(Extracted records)
───

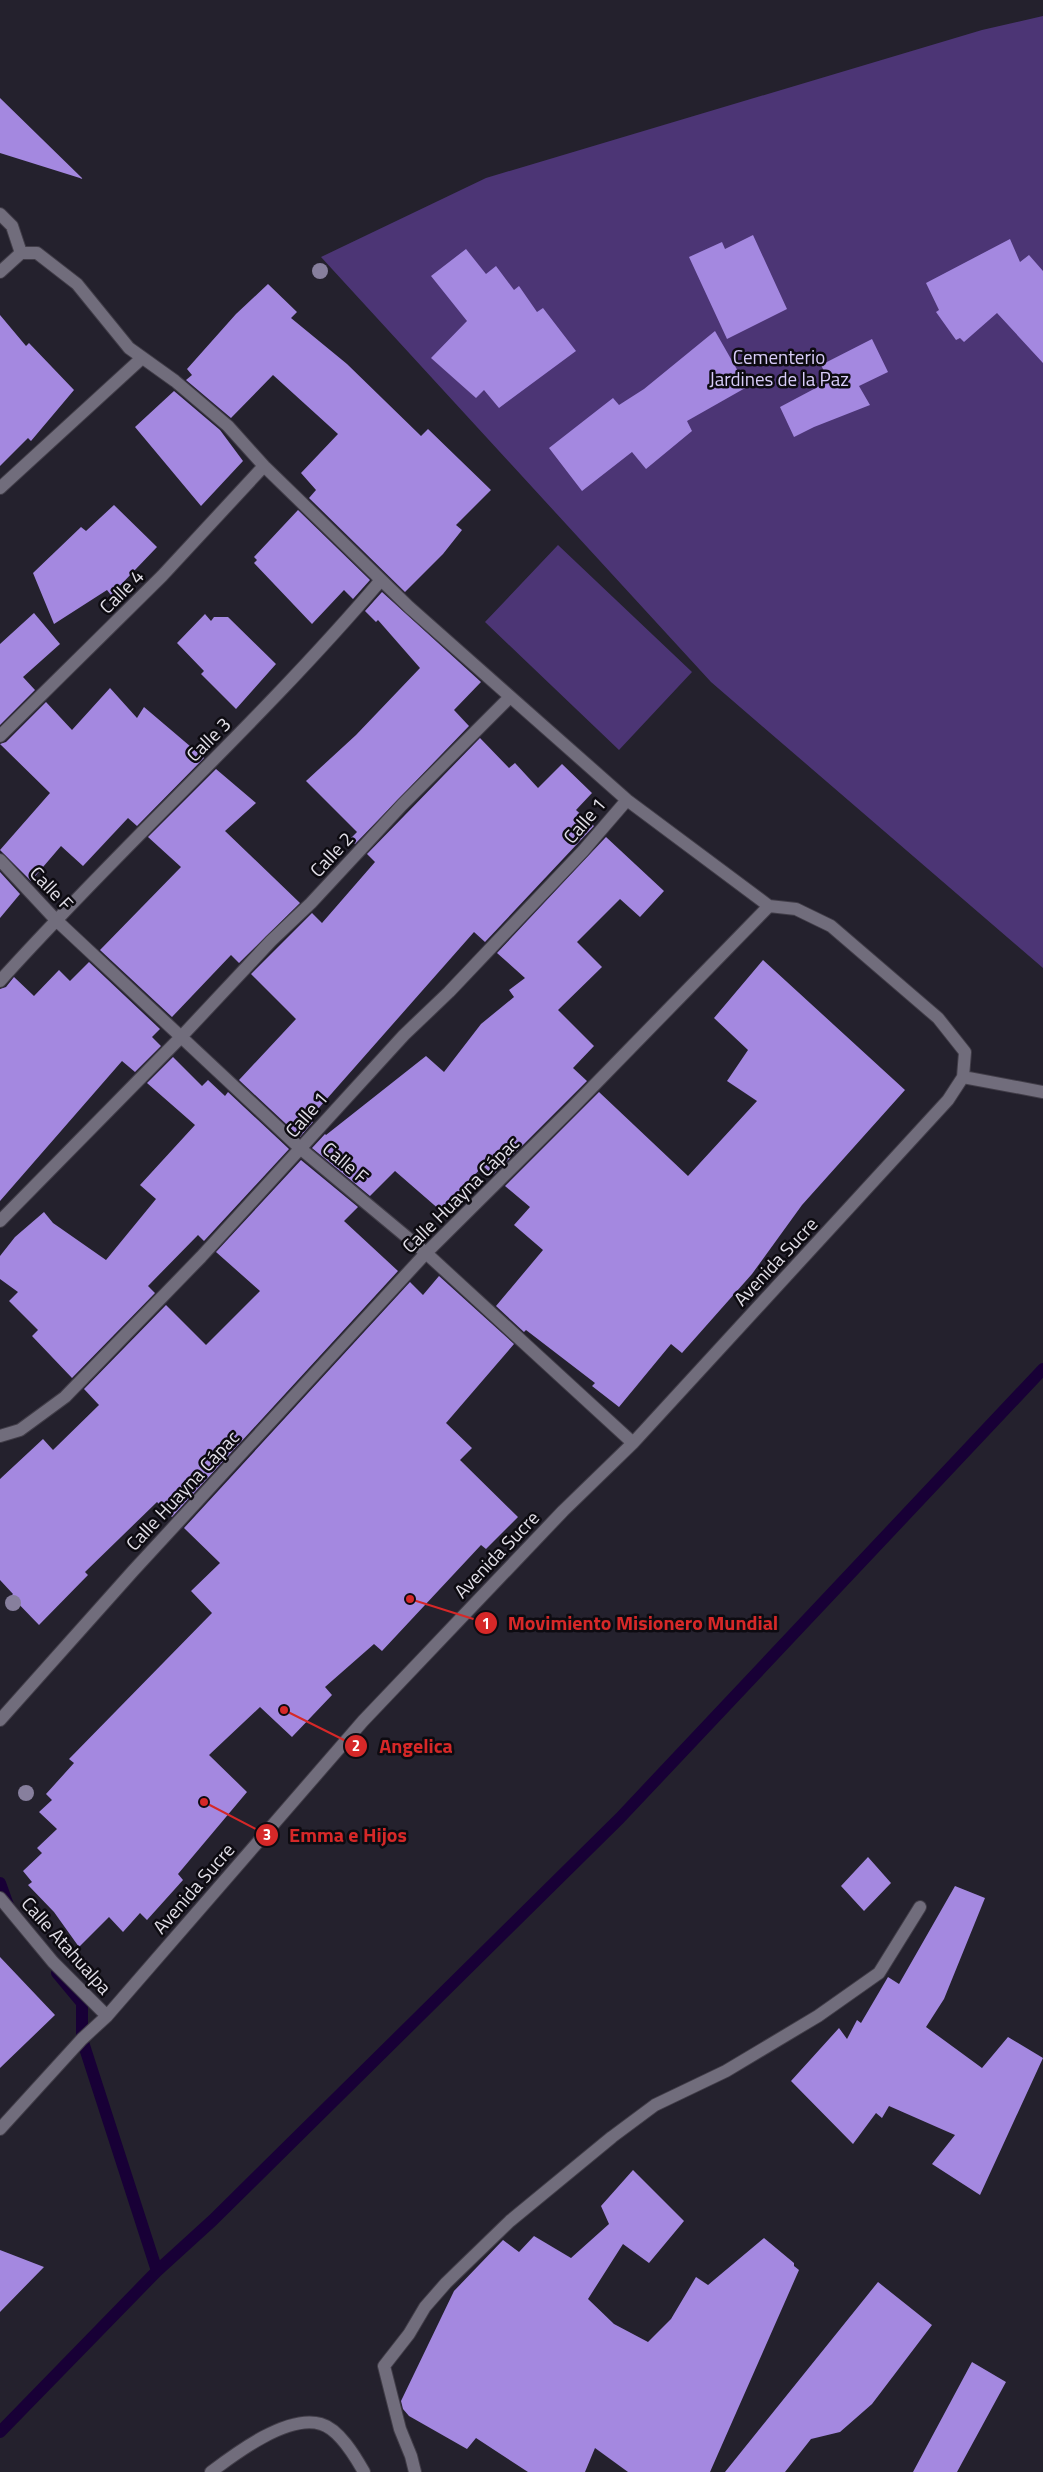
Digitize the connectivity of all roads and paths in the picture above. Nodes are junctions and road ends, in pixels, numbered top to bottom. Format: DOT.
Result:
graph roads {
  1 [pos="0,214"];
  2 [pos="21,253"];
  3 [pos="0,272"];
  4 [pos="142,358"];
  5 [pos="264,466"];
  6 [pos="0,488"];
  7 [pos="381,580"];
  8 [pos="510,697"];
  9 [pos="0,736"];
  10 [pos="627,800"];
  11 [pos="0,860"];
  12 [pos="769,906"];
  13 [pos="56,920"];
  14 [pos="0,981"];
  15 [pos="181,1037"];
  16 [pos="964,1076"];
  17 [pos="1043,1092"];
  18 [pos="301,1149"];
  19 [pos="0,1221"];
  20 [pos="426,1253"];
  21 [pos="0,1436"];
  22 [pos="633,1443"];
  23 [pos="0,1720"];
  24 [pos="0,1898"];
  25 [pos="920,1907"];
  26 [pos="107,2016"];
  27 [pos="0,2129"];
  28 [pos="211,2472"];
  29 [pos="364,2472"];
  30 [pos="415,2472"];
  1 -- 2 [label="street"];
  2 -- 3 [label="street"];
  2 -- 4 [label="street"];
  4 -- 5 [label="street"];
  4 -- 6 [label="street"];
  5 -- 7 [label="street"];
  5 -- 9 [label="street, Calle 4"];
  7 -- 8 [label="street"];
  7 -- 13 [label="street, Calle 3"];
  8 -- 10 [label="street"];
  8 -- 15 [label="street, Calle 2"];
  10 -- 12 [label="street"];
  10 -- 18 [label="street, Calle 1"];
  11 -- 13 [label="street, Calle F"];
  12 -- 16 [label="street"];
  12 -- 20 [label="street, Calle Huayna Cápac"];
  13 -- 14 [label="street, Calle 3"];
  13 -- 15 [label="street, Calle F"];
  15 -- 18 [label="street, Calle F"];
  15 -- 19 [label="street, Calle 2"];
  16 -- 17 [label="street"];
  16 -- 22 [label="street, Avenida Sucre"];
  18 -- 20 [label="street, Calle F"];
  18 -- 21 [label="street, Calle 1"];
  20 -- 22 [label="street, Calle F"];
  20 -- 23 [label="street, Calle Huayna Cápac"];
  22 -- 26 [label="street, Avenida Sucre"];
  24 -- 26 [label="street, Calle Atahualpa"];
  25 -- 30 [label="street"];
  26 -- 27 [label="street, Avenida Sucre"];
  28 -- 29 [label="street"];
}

───

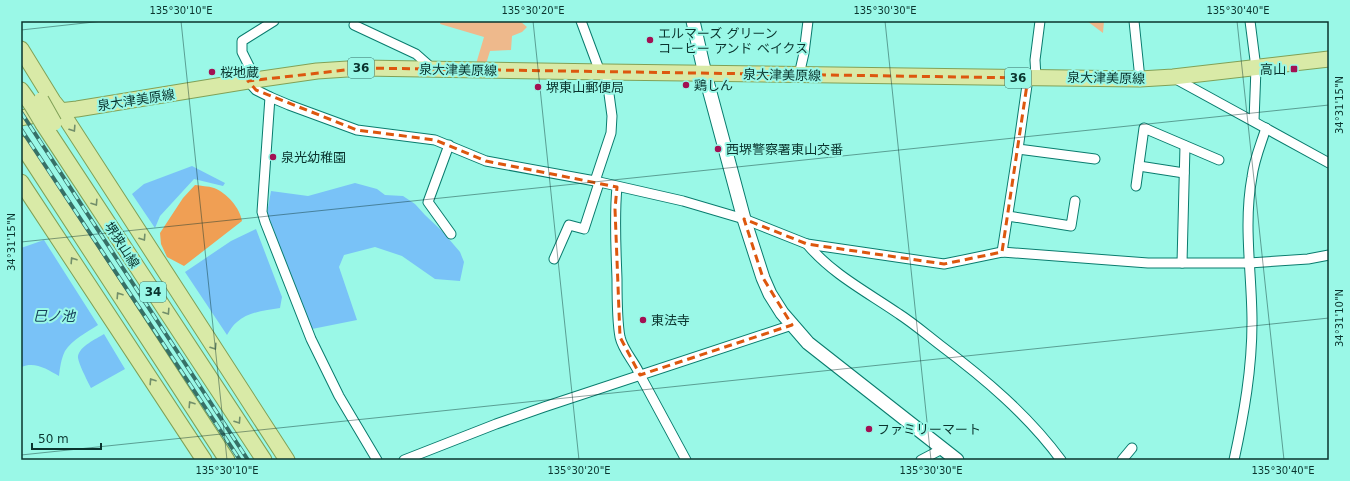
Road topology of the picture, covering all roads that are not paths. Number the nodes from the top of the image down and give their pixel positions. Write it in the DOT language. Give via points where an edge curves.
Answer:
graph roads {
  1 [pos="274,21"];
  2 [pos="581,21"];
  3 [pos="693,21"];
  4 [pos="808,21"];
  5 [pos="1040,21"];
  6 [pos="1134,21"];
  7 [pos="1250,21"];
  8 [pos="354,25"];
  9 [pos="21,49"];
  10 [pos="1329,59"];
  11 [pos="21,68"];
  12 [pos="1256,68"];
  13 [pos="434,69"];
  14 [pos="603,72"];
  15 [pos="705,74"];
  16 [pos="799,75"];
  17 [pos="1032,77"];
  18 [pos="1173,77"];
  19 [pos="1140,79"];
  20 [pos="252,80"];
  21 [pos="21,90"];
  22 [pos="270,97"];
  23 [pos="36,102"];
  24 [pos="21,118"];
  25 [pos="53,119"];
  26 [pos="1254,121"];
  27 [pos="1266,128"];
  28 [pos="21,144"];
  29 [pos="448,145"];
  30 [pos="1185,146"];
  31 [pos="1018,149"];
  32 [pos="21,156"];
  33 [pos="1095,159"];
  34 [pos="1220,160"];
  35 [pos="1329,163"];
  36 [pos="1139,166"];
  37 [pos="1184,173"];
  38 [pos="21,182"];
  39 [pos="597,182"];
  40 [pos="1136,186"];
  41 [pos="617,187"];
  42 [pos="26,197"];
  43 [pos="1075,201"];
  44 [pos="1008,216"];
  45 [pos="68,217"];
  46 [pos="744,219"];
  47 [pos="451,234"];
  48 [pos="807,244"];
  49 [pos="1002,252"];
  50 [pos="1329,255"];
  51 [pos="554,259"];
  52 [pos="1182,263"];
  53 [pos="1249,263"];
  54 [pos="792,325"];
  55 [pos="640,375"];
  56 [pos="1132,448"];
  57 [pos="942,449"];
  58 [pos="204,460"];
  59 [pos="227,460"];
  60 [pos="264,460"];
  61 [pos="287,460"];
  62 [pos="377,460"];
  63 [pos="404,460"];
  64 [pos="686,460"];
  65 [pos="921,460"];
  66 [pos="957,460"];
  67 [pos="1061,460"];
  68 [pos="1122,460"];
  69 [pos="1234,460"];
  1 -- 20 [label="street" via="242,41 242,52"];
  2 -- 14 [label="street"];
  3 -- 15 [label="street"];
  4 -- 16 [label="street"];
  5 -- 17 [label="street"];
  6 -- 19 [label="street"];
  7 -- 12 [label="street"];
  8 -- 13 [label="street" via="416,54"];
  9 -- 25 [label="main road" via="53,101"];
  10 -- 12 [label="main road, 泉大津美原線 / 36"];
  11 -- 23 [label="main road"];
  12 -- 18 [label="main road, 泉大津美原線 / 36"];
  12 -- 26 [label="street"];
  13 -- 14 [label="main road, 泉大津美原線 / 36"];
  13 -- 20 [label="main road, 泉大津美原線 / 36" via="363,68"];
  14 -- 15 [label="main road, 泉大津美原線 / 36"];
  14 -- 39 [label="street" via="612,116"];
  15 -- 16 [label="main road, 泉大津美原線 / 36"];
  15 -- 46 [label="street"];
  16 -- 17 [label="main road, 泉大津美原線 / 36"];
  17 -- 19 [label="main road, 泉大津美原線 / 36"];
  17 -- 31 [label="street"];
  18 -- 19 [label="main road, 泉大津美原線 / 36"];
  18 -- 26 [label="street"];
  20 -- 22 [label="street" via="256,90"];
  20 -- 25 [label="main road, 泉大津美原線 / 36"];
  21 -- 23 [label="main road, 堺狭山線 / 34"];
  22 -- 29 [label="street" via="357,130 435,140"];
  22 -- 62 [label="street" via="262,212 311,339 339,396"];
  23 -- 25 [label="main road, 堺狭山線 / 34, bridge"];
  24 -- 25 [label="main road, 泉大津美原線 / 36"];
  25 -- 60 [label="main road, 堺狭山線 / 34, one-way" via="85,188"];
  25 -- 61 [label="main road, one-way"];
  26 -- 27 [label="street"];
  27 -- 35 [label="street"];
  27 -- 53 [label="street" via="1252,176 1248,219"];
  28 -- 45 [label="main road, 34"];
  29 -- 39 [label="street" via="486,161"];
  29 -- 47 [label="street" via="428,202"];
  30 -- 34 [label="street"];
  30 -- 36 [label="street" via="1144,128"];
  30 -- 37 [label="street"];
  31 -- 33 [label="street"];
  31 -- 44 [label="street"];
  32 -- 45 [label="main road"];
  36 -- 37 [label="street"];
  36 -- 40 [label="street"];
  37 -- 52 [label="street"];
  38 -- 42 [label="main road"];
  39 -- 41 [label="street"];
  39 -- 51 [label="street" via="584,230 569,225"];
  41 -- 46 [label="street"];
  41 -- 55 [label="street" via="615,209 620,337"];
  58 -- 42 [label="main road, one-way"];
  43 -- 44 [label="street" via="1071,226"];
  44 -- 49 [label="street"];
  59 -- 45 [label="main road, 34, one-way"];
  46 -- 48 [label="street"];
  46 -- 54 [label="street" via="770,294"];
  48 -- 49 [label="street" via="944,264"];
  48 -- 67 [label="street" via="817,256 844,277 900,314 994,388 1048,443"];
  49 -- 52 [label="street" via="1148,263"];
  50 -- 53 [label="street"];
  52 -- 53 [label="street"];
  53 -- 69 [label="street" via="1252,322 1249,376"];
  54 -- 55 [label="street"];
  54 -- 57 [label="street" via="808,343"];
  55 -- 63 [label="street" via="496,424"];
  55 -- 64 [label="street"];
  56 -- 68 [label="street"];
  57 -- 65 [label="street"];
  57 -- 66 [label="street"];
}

───

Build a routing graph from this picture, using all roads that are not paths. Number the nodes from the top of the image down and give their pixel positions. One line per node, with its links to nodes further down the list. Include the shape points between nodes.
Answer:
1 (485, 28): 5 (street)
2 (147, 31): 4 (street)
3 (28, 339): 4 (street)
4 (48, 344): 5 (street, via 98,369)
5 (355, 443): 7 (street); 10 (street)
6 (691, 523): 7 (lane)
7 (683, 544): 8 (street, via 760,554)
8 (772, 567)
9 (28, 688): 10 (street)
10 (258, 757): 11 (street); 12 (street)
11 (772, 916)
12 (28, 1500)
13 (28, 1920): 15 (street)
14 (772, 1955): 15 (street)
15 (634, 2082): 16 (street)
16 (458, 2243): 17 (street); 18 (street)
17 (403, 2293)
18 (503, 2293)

───

Filter the preceding entries down to the lines with "their".

*EXERCISE RESPONSE*
Road topology of the picture, covering all roads that are not paths. Number the nodes from the top of the image down and give their pixel positions. Write it in the DOT language. Give via points where an edge curves.
Build a routing graph from this picture, using all roads that are not paths. Number the nodes from the top of the image down and give their pixel positions. One line per node, with its links to nodes further down the list. Include the shape points between nodes.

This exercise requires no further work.